• [Activity]
Where an entry contains a picture, omit the picture and repeat the rest exactly.

Content starts

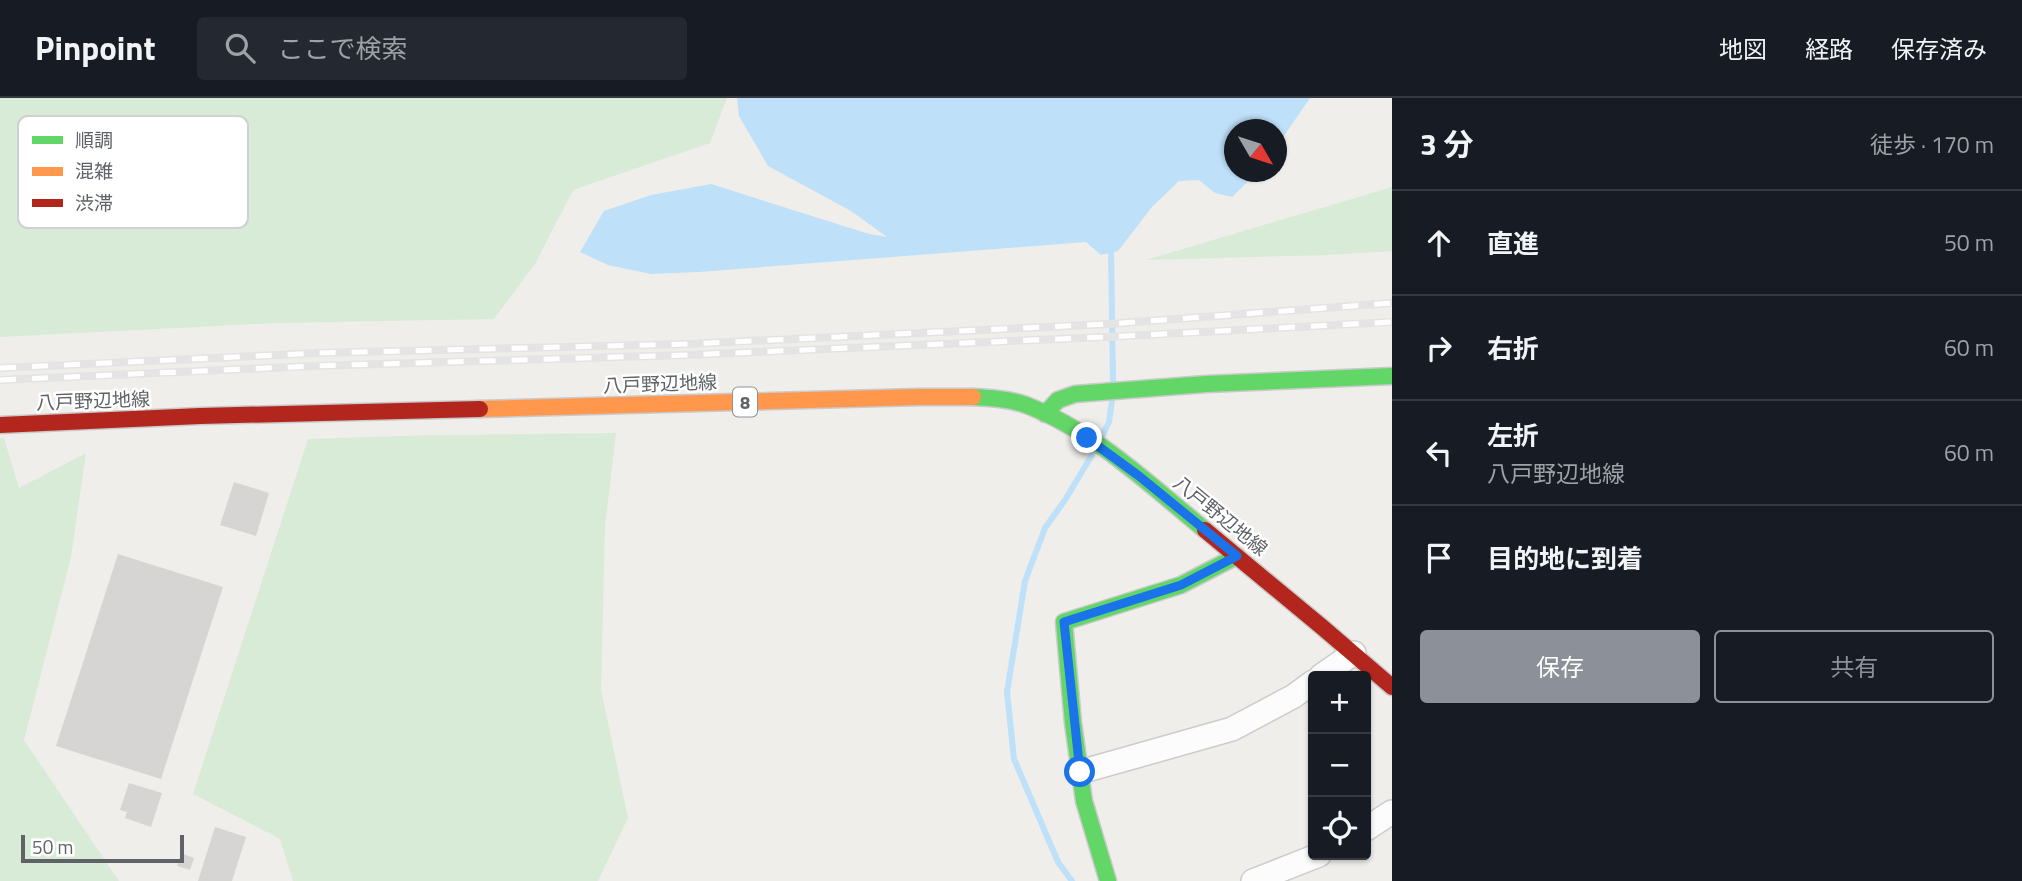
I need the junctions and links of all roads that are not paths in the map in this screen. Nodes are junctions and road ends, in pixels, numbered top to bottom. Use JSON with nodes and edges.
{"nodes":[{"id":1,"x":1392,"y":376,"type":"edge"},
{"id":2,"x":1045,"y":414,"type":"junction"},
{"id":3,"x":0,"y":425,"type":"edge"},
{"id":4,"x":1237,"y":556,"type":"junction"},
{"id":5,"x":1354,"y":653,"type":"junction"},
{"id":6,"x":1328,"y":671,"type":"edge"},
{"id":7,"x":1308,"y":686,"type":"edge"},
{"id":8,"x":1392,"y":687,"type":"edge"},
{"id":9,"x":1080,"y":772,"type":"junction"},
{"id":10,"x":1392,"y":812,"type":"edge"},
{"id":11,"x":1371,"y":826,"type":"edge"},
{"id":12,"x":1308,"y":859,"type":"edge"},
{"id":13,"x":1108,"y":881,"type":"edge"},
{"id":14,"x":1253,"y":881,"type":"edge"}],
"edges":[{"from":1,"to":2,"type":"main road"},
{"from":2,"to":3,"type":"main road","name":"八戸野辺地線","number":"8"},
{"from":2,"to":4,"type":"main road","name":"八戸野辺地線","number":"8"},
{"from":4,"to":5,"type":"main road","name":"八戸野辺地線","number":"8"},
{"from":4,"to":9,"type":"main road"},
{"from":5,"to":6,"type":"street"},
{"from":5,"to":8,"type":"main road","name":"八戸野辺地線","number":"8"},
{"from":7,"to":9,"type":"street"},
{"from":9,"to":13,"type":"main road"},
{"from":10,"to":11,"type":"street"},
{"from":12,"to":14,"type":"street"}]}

Content ends

• [Answer to the exercise]
I need the junctions and links of all roads that are not paths in the map in this screen. Nodes are junctions and road ends, in pixels, numbered top to bottom. Use JSON with nodes and edges.
{"nodes":[{"id":1,"x":1392,"y":376,"type":"edge"},
{"id":2,"x":1045,"y":414,"type":"junction"},
{"id":3,"x":0,"y":425,"type":"edge"},
{"id":4,"x":1237,"y":556,"type":"junction"},
{"id":5,"x":1354,"y":653,"type":"junction"},
{"id":6,"x":1328,"y":671,"type":"edge"},
{"id":7,"x":1308,"y":686,"type":"edge"},
{"id":8,"x":1392,"y":687,"type":"edge"},
{"id":9,"x":1080,"y":772,"type":"junction"},
{"id":10,"x":1392,"y":812,"type":"edge"},
{"id":11,"x":1371,"y":826,"type":"edge"},
{"id":12,"x":1308,"y":859,"type":"edge"},
{"id":13,"x":1108,"y":881,"type":"edge"},
{"id":14,"x":1253,"y":881,"type":"edge"}],
"edges":[{"from":1,"to":2,"type":"main road"},
{"from":2,"to":3,"type":"main road","name":"八戸野辺地線","number":"8"},
{"from":2,"to":4,"type":"main road","name":"八戸野辺地線","number":"8"},
{"from":4,"to":5,"type":"main road","name":"八戸野辺地線","number":"8"},
{"from":4,"to":9,"type":"main road"},
{"from":5,"to":6,"type":"street"},
{"from":5,"to":8,"type":"main road","name":"八戸野辺地線","number":"8"},
{"from":7,"to":9,"type":"street"},
{"from":9,"to":13,"type":"main road"},
{"from":10,"to":11,"type":"street"},
{"from":12,"to":14,"type":"street"}]}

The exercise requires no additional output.